El juez no tuvo refutación.
¡Lo que Xu Xiaoshou dijo tenía sentido!
—¡Sin embargo, la competencia tiene que continuar!
—replicó el juez.
Xu Xiaoshou se quedó estupefacto.
—¿¡No sigue en marcha la competencia!?
Se volvió para mirar a la multitud, con los ojos increíblemente sinceros.
—Todo lo que quería decir era…
—¡A quien pueda romper mis defensas con sus puños desnudos le daré esta espada espiritual de noveno grado!
Sacó la espada negra y activó su fuerza espiritual.
Un brillo espiritual rodeó la espada negra mientras el aura de la espada se extendía por los alrededores.
Esto tiene que motivarlos.
«Han dudado de ti.
Puntos Pasivos +86».
Xu Xiaoshou se quedó sin palabras.
¿Por qué nadie le creía?
Miró al juez y le lanzó la espada.
—¡Usted puede ser mi testigo!
El juez estaba confundido.
«¿Acepté tu petición?
¿Por qué me lanzaste la espada?».
—La responsabilidad del juez es evitar que cualquier candidato resulte herido o muera —dijo Xu Xiaoshou antes de que el juez pudiera decir nada—.
No hay ninguna regla que me impida hacer esto en la arena, ¿¡verdad!?
El juez se quedó sin palabras.
—¡Así es!
Alguien entre la multitud alzó la voz de repente: —¡Estoy de acuerdo con lo que ha dicho Xu Xiaoshou!
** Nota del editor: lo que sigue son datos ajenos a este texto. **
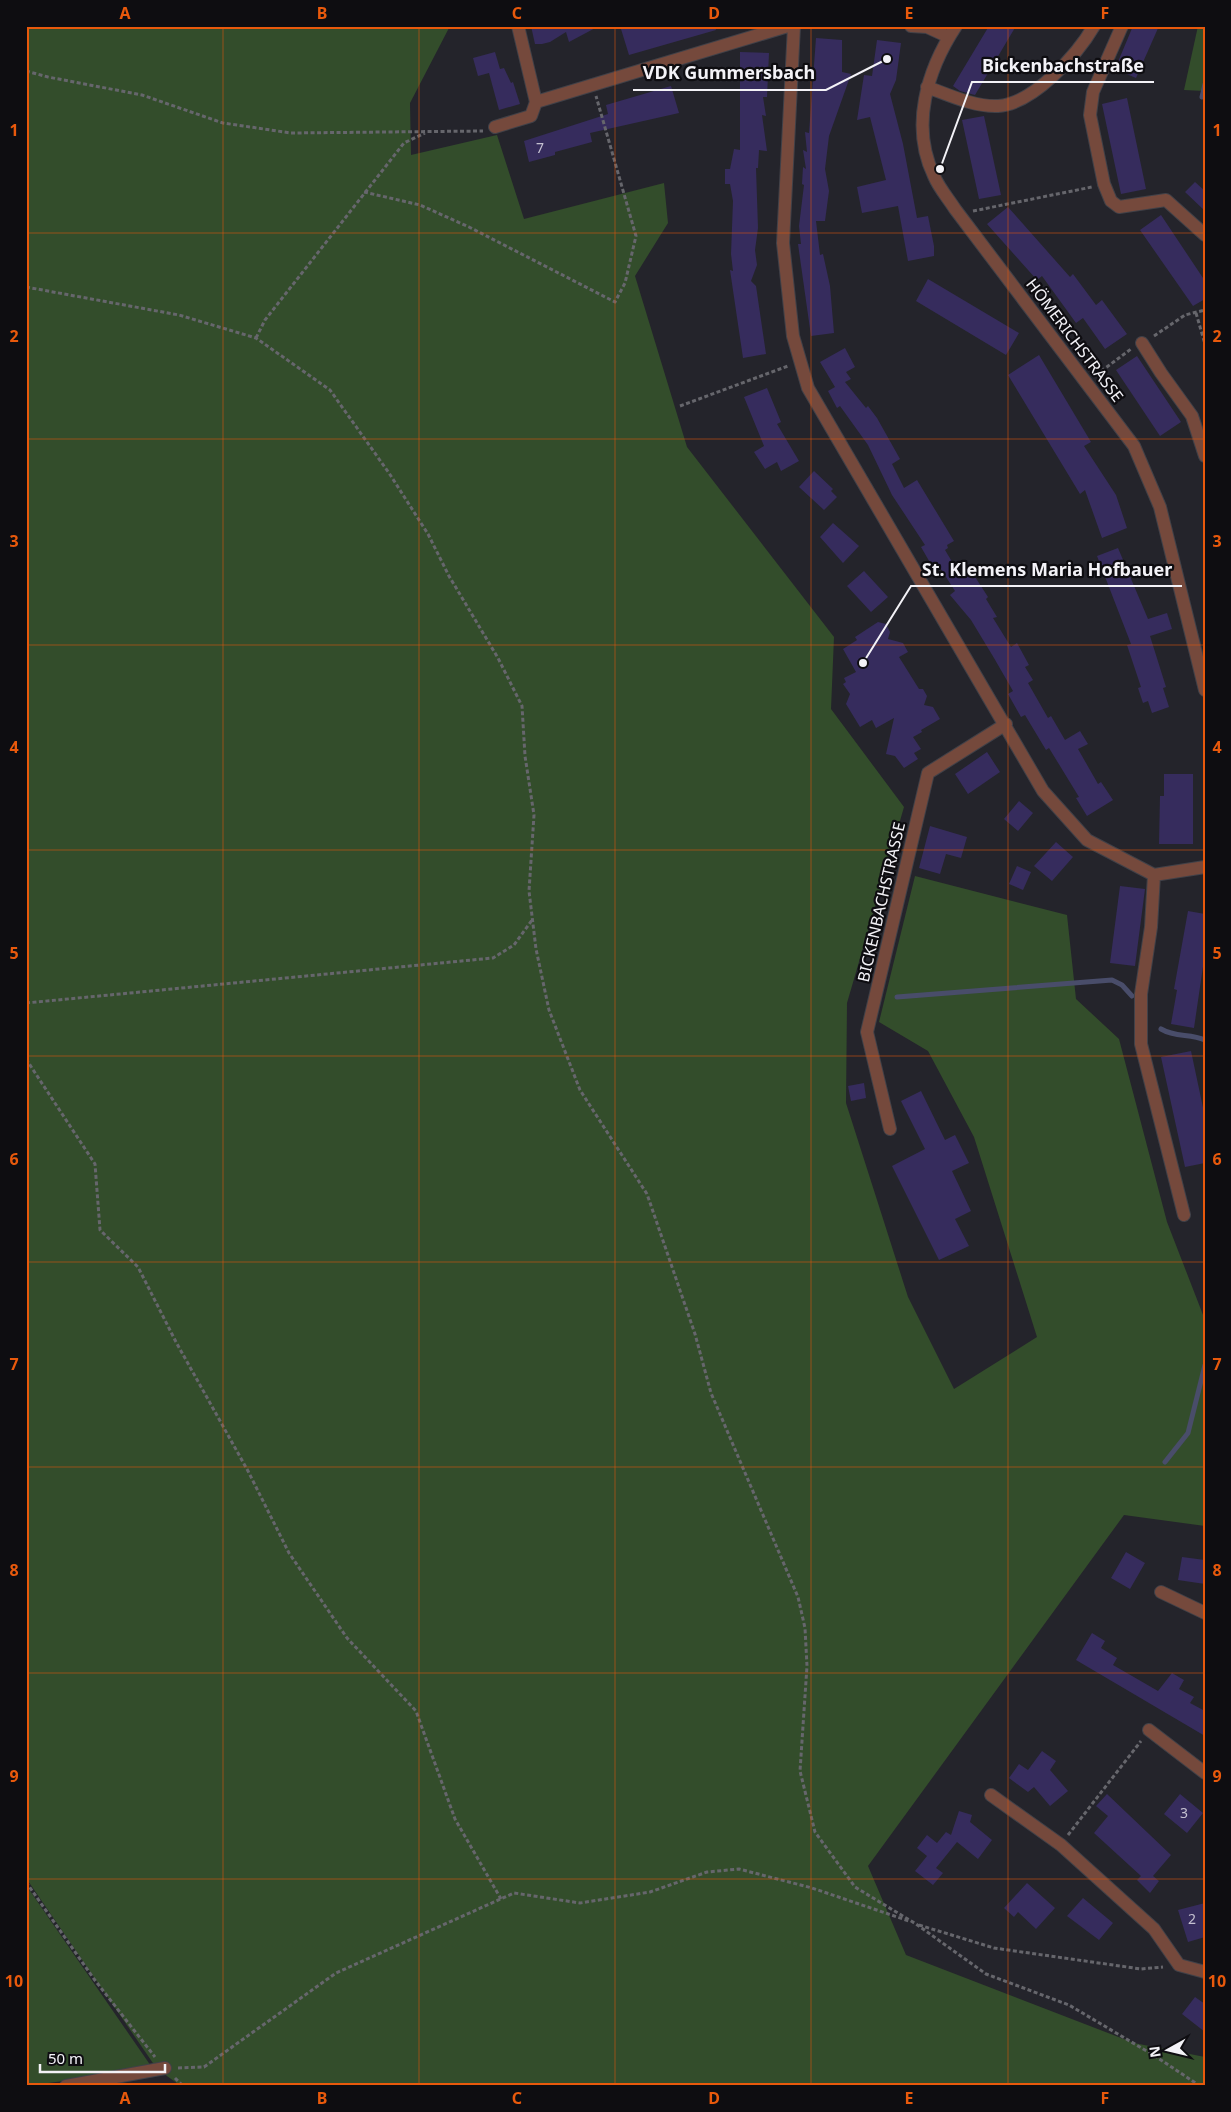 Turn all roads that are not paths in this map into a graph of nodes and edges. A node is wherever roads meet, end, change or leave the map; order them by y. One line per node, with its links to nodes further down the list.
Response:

—El que habló era un hombre alto con un nivel de cultivo de Nivel Siete.
Sin embargo, sus ojos estaban pegados a la espada negra.
—¡Yo también estoy de acuerdo!
—¡De acuerdo!
La escena cambió al instante.
Unas cuantas docenas de personas miraban fijamente la espada espiritual de noveno grado, casi babeando.
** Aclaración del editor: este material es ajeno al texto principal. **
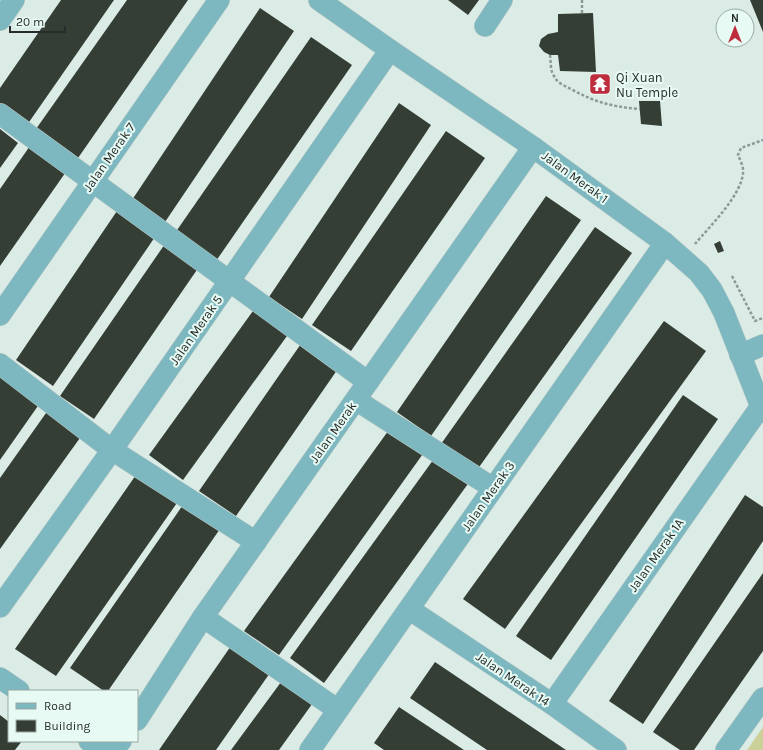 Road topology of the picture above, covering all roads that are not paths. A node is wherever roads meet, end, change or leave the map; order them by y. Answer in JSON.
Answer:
{"nodes":[{"id":1,"x":14,"y":0,"type":"edge"},
{"id":2,"x":219,"y":0,"type":"edge"},
{"id":3,"x":319,"y":0,"type":"edge"},
{"id":4,"x":502,"y":0,"type":"edge"},
{"id":5,"x":0,"y":20,"type":"edge"},
{"id":6,"x":485,"y":26,"type":"dead end"},
{"id":7,"x":390,"y":50,"type":"junction"},
{"id":8,"x":0,"y":114,"type":"edge"},
{"id":9,"x":533,"y":147,"type":"junction"},
{"id":10,"x":93,"y":182,"type":"junction"},
{"id":11,"x":665,"y":243,"type":"junction"},
{"id":12,"x":230,"y":282,"type":"junction"},
{"id":13,"x":0,"y":315,"type":"edge"},
{"id":14,"x":763,"y":345,"type":"edge"},
{"id":15,"x":740,"y":355,"type":"junction"},
{"id":16,"x":0,"y":364,"type":"edge"},
{"id":17,"x":368,"y":382,"type":"junction"},
{"id":18,"x":356,"y":400,"type":"junction"},
{"id":19,"x":762,"y":409,"type":"edge"},
{"id":20,"x":112,"y":450,"type":"junction"},
{"id":21,"x":493,"y":488,"type":"junction"},
{"id":22,"x":256,"y":542,"type":"junction"},
{"id":23,"x":0,"y":607,"type":"edge"},
{"id":24,"x":409,"y":609,"type":"junction"},
{"id":25,"x":203,"y":617,"type":"junction"},
{"id":26,"x":0,"y":678,"type":"edge"},
{"id":27,"x":18,"y":690,"type":"edge"},
{"id":28,"x":763,"y":698,"type":"edge"},
{"id":29,"x":552,"y":704,"type":"junction"},
{"id":30,"x":338,"y":710,"type":"junction"},
{"id":31,"x":138,"y":718,"type":"edge"},
{"id":32,"x":90,"y":742,"type":"edge"},
{"id":33,"x":120,"y":742,"type":"edge"},
{"id":34,"x":316,"y":748,"type":"edge"},
{"id":35,"x":101,"y":750,"type":"edge"},
{"id":36,"x":112,"y":750,"type":"edge"},
{"id":37,"x":616,"y":750,"type":"edge"},
{"id":38,"x":726,"y":750,"type":"edge"}],
"edges":[{"from":1,"to":5,"type":"street"},
{"from":2,"to":10,"type":"street","name":"Jalan Merak 7"},
{"from":3,"to":7,"type":"street","name":"Jalan Merak 1"},
{"from":4,"to":6,"type":"street"},
{"from":7,"to":9,"type":"street","name":"Jalan Merak 1"},
{"from":7,"to":12,"type":"street","name":"Jalan Merak 5"},
{"from":8,"to":10,"type":"street"},
{"from":9,"to":11,"type":"street","name":"Jalan Merak 1"},
{"from":9,"to":17,"type":"street","name":"Jalan Merak"},
{"from":10,"to":12,"type":"street"},
{"from":10,"to":13,"type":"street","name":"Jalan Merak 7"},
{"from":11,"to":15,"type":"street","name":"Jalan Merak 1"},
{"from":11,"to":21,"type":"street","name":"Jalan Merak 3"},
{"from":12,"to":17,"type":"street"},
{"from":12,"to":20,"type":"street","name":"Jalan Merak 5"},
{"from":14,"to":15,"type":"street"},
{"from":15,"to":19,"type":"street","name":"Jalan Merak 1"},
{"from":16,"to":20,"type":"street"},
{"from":17,"to":18,"type":"street","name":"Jalan Merak"},
{"from":18,"to":21,"type":"street"},
{"from":18,"to":22,"type":"street","name":"Jalan Merak"},
{"from":19,"to":29,"type":"street","name":"Jalan Merak 1A"},
{"from":20,"to":22,"type":"street"},
{"from":20,"to":23,"type":"street","name":"Jalan Merak 5"},
{"from":21,"to":24,"type":"street","name":"Jalan Merak 3"},
{"from":22,"to":25,"type":"street","name":"Jalan Merak"},
{"from":24,"to":29,"type":"street","name":"Jalan Merak 14"},
{"from":24,"to":30,"type":"street","name":"Jalan Merak 3"},
{"from":25,"to":30,"type":"street"},
{"from":25,"to":31,"type":"street","name":"Jalan Merak"},
{"from":26,"to":27,"type":"street"},
{"from":28,"to":38,"type":"street"},
{"from":29,"to":37,"type":"street","name":"Jalan Merak 14"},
{"from":30,"to":34,"type":"street","name":"Jalan Merak 3"},
{"from":32,"to":35,"type":"street"},
{"from":33,"to":36,"type":"street"}]}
El hombre alto que fue el primero en hablar miró a Xu Xiaoshou.
—¿Es verdad lo que has dicho?
—¡Sí, más cierto que cualquier otra cosa en el mundo!
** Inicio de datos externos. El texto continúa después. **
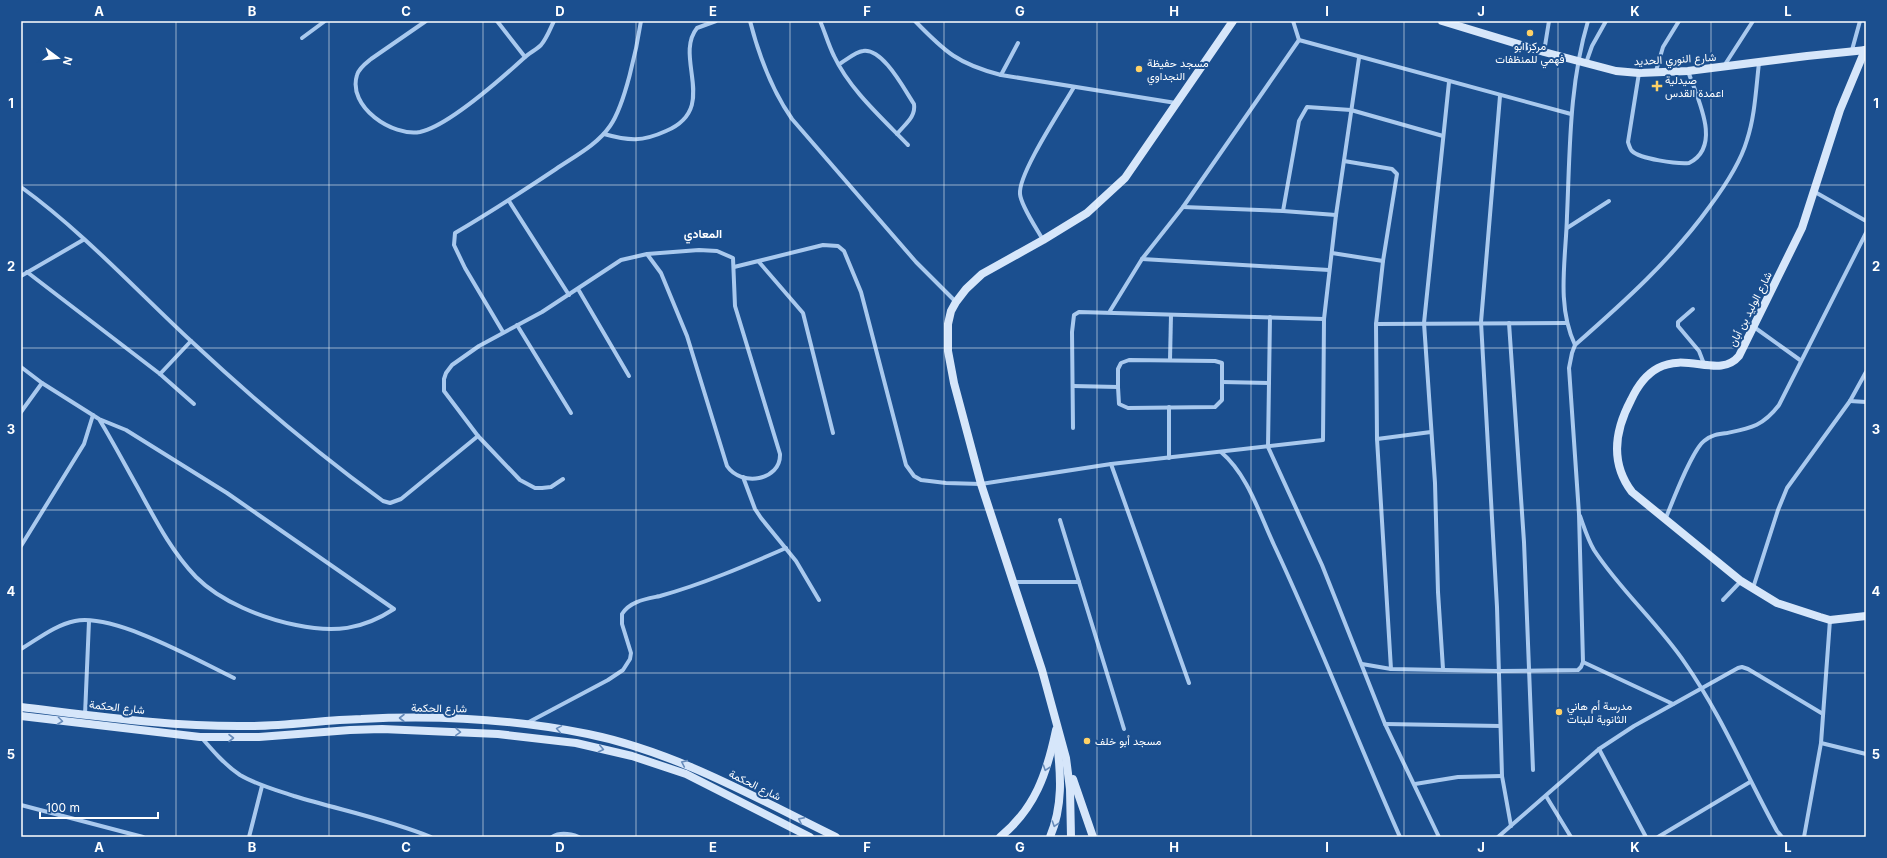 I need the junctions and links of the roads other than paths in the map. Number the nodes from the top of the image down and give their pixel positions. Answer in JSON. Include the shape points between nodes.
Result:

—dijo Xu Xiaoshou inmediatamente en voz alta cuando vio que alguien estaba de acuerdo con él.
Este grupo de personas nunca se conmovería por algo que no les interesara.
¡Todos estaban cortados por el mismo patrón!
Las tres personas en las gradas se quedaron sorprendidas por las acciones de Xu Xiaoshou.
Miraron el resto de las arenas.
Las batallas allí eran extremadamente acaloradas.
Cada una de ellas parecía una lucha a muerte.
En cuanto a la arena número 12…
ahora parecía más una casa de subastas.
El anfitrión, Xu Xiaoshou, había cautivado a la multitud con sus palabras diabólicas.
El asistente de la subasta, el juez, sostenía la espada espiritual en la mano.
Un grupo de personas lo miraba con ojos hambrientos.
Rao Yinyin se cubrió la frente con la palma de la mano y suspiró: —¡Qué giro más extraño!
—¡El Hermano Pequeña Bestia es tan impresionante!
—exclamó Su Qianqian, apretando los puños.
El Anciano Qiao estaba estupefacto.
Recogió su mandíbula del suelo.
—¡Ese muchacho, qué demonios está haciendo!